Below are some records; output all of them exactly as they read.

[[ DATA EXCERPTS, beginning ]]

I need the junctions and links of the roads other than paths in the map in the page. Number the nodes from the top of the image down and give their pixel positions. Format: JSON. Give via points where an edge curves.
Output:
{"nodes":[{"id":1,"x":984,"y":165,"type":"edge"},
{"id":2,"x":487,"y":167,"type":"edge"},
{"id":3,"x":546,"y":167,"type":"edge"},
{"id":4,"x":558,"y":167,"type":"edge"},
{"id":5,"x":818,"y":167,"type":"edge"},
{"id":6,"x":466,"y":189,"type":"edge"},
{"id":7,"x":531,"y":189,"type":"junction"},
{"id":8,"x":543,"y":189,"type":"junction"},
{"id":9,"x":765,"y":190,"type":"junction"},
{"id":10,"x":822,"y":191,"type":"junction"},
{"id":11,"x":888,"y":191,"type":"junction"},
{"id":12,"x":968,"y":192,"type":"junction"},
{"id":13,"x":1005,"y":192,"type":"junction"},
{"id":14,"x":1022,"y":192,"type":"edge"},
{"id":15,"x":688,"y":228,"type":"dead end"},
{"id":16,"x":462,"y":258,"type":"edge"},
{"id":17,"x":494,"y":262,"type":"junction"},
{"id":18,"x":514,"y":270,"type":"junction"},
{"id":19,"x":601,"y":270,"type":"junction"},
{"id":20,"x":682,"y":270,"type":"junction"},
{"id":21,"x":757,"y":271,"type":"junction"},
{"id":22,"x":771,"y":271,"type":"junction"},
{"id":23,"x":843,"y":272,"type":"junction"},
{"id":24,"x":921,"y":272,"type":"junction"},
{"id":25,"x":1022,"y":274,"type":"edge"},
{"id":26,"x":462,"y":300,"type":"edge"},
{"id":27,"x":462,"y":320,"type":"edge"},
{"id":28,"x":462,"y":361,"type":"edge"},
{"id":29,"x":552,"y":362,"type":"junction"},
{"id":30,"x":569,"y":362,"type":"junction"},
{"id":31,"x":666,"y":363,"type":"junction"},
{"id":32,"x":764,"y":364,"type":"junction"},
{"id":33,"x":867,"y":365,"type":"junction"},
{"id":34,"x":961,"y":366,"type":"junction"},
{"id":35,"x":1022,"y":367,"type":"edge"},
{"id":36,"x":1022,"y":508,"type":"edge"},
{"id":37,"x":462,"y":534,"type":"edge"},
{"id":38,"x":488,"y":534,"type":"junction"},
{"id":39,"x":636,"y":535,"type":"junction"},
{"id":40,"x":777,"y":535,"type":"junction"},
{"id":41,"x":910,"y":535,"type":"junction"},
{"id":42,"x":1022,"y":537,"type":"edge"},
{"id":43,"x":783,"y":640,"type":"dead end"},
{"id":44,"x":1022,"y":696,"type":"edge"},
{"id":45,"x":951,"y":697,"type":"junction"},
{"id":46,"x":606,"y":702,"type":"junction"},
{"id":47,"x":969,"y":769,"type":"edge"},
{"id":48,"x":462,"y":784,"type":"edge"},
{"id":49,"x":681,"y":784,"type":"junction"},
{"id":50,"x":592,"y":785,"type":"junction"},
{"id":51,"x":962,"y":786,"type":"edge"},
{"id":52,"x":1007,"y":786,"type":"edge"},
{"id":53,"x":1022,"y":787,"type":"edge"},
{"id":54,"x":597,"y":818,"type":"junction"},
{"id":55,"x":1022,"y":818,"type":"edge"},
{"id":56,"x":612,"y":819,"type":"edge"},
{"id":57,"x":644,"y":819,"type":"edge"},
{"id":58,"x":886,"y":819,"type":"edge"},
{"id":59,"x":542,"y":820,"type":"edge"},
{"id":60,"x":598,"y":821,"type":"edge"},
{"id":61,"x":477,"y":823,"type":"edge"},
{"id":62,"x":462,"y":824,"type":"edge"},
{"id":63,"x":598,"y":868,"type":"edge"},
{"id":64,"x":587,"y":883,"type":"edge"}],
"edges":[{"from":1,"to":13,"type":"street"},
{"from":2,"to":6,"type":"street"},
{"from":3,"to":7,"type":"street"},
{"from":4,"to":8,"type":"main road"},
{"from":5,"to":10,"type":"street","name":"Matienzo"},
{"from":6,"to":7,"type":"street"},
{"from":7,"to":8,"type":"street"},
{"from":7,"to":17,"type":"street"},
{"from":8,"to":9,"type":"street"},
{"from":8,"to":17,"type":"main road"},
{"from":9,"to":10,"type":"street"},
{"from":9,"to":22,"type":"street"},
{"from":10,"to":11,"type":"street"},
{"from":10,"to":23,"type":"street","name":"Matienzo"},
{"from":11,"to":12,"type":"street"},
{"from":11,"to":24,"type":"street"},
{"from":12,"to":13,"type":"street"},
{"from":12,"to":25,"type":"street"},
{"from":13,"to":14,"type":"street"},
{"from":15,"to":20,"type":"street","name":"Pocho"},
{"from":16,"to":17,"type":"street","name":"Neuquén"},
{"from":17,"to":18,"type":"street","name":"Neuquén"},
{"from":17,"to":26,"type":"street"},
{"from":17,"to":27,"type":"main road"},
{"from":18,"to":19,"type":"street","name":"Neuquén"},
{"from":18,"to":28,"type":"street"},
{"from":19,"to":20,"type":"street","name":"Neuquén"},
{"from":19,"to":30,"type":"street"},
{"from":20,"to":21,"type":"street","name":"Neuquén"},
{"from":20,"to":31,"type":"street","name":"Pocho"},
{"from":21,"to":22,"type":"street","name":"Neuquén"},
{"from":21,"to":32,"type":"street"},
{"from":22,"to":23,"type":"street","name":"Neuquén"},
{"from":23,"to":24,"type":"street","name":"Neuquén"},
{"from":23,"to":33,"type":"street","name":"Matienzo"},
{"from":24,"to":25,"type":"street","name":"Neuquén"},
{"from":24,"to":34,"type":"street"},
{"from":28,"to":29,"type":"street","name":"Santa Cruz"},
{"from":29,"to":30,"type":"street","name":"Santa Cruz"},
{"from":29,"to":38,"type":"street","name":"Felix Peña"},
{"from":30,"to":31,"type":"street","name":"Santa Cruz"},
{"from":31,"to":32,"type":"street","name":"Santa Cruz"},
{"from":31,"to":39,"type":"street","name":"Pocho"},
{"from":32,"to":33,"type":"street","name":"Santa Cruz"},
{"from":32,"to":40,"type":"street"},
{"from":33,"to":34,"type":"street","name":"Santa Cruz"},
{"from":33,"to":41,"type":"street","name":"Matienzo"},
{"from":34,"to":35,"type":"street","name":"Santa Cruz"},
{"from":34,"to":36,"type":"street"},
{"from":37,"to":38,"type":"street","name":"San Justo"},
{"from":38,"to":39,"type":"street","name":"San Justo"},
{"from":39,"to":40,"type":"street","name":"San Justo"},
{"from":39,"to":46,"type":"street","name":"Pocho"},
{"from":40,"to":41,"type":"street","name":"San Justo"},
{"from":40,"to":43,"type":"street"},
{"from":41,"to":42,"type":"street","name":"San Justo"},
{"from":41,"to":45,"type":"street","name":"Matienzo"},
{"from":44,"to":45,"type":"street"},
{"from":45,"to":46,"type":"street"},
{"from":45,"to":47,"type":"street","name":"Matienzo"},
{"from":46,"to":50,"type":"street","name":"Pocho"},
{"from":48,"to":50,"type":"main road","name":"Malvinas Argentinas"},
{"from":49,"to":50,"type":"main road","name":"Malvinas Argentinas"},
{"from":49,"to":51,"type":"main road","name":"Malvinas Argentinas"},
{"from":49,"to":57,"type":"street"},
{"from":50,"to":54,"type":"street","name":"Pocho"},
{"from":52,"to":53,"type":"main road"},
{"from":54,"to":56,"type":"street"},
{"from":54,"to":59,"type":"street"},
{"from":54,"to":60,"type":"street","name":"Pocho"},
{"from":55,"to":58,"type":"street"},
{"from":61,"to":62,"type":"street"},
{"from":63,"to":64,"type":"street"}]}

[[ DATA EXCERPTS, end ]]

### OUTPUT FOR THIS TASK:
I need the junctions and links of the roads other than paths in the map in the page. Number the nodes from the top of the image down and give their pixel positions. Format: JSON. Give via points where an edge curves.
Output:
{"nodes":[{"id":1,"x":984,"y":165,"type":"edge"},
{"id":2,"x":487,"y":167,"type":"edge"},
{"id":3,"x":546,"y":167,"type":"edge"},
{"id":4,"x":558,"y":167,"type":"edge"},
{"id":5,"x":818,"y":167,"type":"edge"},
{"id":6,"x":466,"y":189,"type":"edge"},
{"id":7,"x":531,"y":189,"type":"junction"},
{"id":8,"x":543,"y":189,"type":"junction"},
{"id":9,"x":765,"y":190,"type":"junction"},
{"id":10,"x":822,"y":191,"type":"junction"},
{"id":11,"x":888,"y":191,"type":"junction"},
{"id":12,"x":968,"y":192,"type":"junction"},
{"id":13,"x":1005,"y":192,"type":"junction"},
{"id":14,"x":1022,"y":192,"type":"edge"},
{"id":15,"x":688,"y":228,"type":"dead end"},
{"id":16,"x":462,"y":258,"type":"edge"},
{"id":17,"x":494,"y":262,"type":"junction"},
{"id":18,"x":514,"y":270,"type":"junction"},
{"id":19,"x":601,"y":270,"type":"junction"},
{"id":20,"x":682,"y":270,"type":"junction"},
{"id":21,"x":757,"y":271,"type":"junction"},
{"id":22,"x":771,"y":271,"type":"junction"},
{"id":23,"x":843,"y":272,"type":"junction"},
{"id":24,"x":921,"y":272,"type":"junction"},
{"id":25,"x":1022,"y":274,"type":"edge"},
{"id":26,"x":462,"y":300,"type":"edge"},
{"id":27,"x":462,"y":320,"type":"edge"},
{"id":28,"x":462,"y":361,"type":"edge"},
{"id":29,"x":552,"y":362,"type":"junction"},
{"id":30,"x":569,"y":362,"type":"junction"},
{"id":31,"x":666,"y":363,"type":"junction"},
{"id":32,"x":764,"y":364,"type":"junction"},
{"id":33,"x":867,"y":365,"type":"junction"},
{"id":34,"x":961,"y":366,"type":"junction"},
{"id":35,"x":1022,"y":367,"type":"edge"},
{"id":36,"x":1022,"y":508,"type":"edge"},
{"id":37,"x":462,"y":534,"type":"edge"},
{"id":38,"x":488,"y":534,"type":"junction"},
{"id":39,"x":636,"y":535,"type":"junction"},
{"id":40,"x":777,"y":535,"type":"junction"},
{"id":41,"x":910,"y":535,"type":"junction"},
{"id":42,"x":1022,"y":537,"type":"edge"},
{"id":43,"x":783,"y":640,"type":"dead end"},
{"id":44,"x":1022,"y":696,"type":"edge"},
{"id":45,"x":951,"y":697,"type":"junction"},
{"id":46,"x":606,"y":702,"type":"junction"},
{"id":47,"x":969,"y":769,"type":"edge"},
{"id":48,"x":462,"y":784,"type":"edge"},
{"id":49,"x":681,"y":784,"type":"junction"},
{"id":50,"x":592,"y":785,"type":"junction"},
{"id":51,"x":962,"y":786,"type":"edge"},
{"id":52,"x":1007,"y":786,"type":"edge"},
{"id":53,"x":1022,"y":787,"type":"edge"},
{"id":54,"x":597,"y":818,"type":"junction"},
{"id":55,"x":1022,"y":818,"type":"edge"},
{"id":56,"x":612,"y":819,"type":"edge"},
{"id":57,"x":644,"y":819,"type":"edge"},
{"id":58,"x":886,"y":819,"type":"edge"},
{"id":59,"x":542,"y":820,"type":"edge"},
{"id":60,"x":598,"y":821,"type":"edge"},
{"id":61,"x":477,"y":823,"type":"edge"},
{"id":62,"x":462,"y":824,"type":"edge"},
{"id":63,"x":598,"y":868,"type":"edge"},
{"id":64,"x":587,"y":883,"type":"edge"}],
"edges":[{"from":1,"to":13,"type":"street"},
{"from":2,"to":6,"type":"street"},
{"from":3,"to":7,"type":"street"},
{"from":4,"to":8,"type":"main road"},
{"from":5,"to":10,"type":"street","name":"Matienzo"},
{"from":6,"to":7,"type":"street"},
{"from":7,"to":8,"type":"street"},
{"from":7,"to":17,"type":"street"},
{"from":8,"to":9,"type":"street"},
{"from":8,"to":17,"type":"main road"},
{"from":9,"to":10,"type":"street"},
{"from":9,"to":22,"type":"street"},
{"from":10,"to":11,"type":"street"},
{"from":10,"to":23,"type":"street","name":"Matienzo"},
{"from":11,"to":12,"type":"street"},
{"from":11,"to":24,"type":"street"},
{"from":12,"to":13,"type":"street"},
{"from":12,"to":25,"type":"street"},
{"from":13,"to":14,"type":"street"},
{"from":15,"to":20,"type":"street","name":"Pocho"},
{"from":16,"to":17,"type":"street","name":"Neuquén"},
{"from":17,"to":18,"type":"street","name":"Neuquén"},
{"from":17,"to":26,"type":"street"},
{"from":17,"to":27,"type":"main road"},
{"from":18,"to":19,"type":"street","name":"Neuquén"},
{"from":18,"to":28,"type":"street"},
{"from":19,"to":20,"type":"street","name":"Neuquén"},
{"from":19,"to":30,"type":"street"},
{"from":20,"to":21,"type":"street","name":"Neuquén"},
{"from":20,"to":31,"type":"street","name":"Pocho"},
{"from":21,"to":22,"type":"street","name":"Neuquén"},
{"from":21,"to":32,"type":"street"},
{"from":22,"to":23,"type":"street","name":"Neuquén"},
{"from":23,"to":24,"type":"street","name":"Neuquén"},
{"from":23,"to":33,"type":"street","name":"Matienzo"},
{"from":24,"to":25,"type":"street","name":"Neuquén"},
{"from":24,"to":34,"type":"street"},
{"from":28,"to":29,"type":"street","name":"Santa Cruz"},
{"from":29,"to":30,"type":"street","name":"Santa Cruz"},
{"from":29,"to":38,"type":"street","name":"Felix Peña"},
{"from":30,"to":31,"type":"street","name":"Santa Cruz"},
{"from":31,"to":32,"type":"street","name":"Santa Cruz"},
{"from":31,"to":39,"type":"street","name":"Pocho"},
{"from":32,"to":33,"type":"street","name":"Santa Cruz"},
{"from":32,"to":40,"type":"street"},
{"from":33,"to":34,"type":"street","name":"Santa Cruz"},
{"from":33,"to":41,"type":"street","name":"Matienzo"},
{"from":34,"to":35,"type":"street","name":"Santa Cruz"},
{"from":34,"to":36,"type":"street"},
{"from":37,"to":38,"type":"street","name":"San Justo"},
{"from":38,"to":39,"type":"street","name":"San Justo"},
{"from":39,"to":40,"type":"street","name":"San Justo"},
{"from":39,"to":46,"type":"street","name":"Pocho"},
{"from":40,"to":41,"type":"street","name":"San Justo"},
{"from":40,"to":43,"type":"street"},
{"from":41,"to":42,"type":"street","name":"San Justo"},
{"from":41,"to":45,"type":"street","name":"Matienzo"},
{"from":44,"to":45,"type":"street"},
{"from":45,"to":46,"type":"street"},
{"from":45,"to":47,"type":"street","name":"Matienzo"},
{"from":46,"to":50,"type":"street","name":"Pocho"},
{"from":48,"to":50,"type":"main road","name":"Malvinas Argentinas"},
{"from":49,"to":50,"type":"main road","name":"Malvinas Argentinas"},
{"from":49,"to":51,"type":"main road","name":"Malvinas Argentinas"},
{"from":49,"to":57,"type":"street"},
{"from":50,"to":54,"type":"street","name":"Pocho"},
{"from":52,"to":53,"type":"main road"},
{"from":54,"to":56,"type":"street"},
{"from":54,"to":59,"type":"street"},
{"from":54,"to":60,"type":"street","name":"Pocho"},
{"from":55,"to":58,"type":"street"},
{"from":61,"to":62,"type":"street"},
{"from":63,"to":64,"type":"street"}]}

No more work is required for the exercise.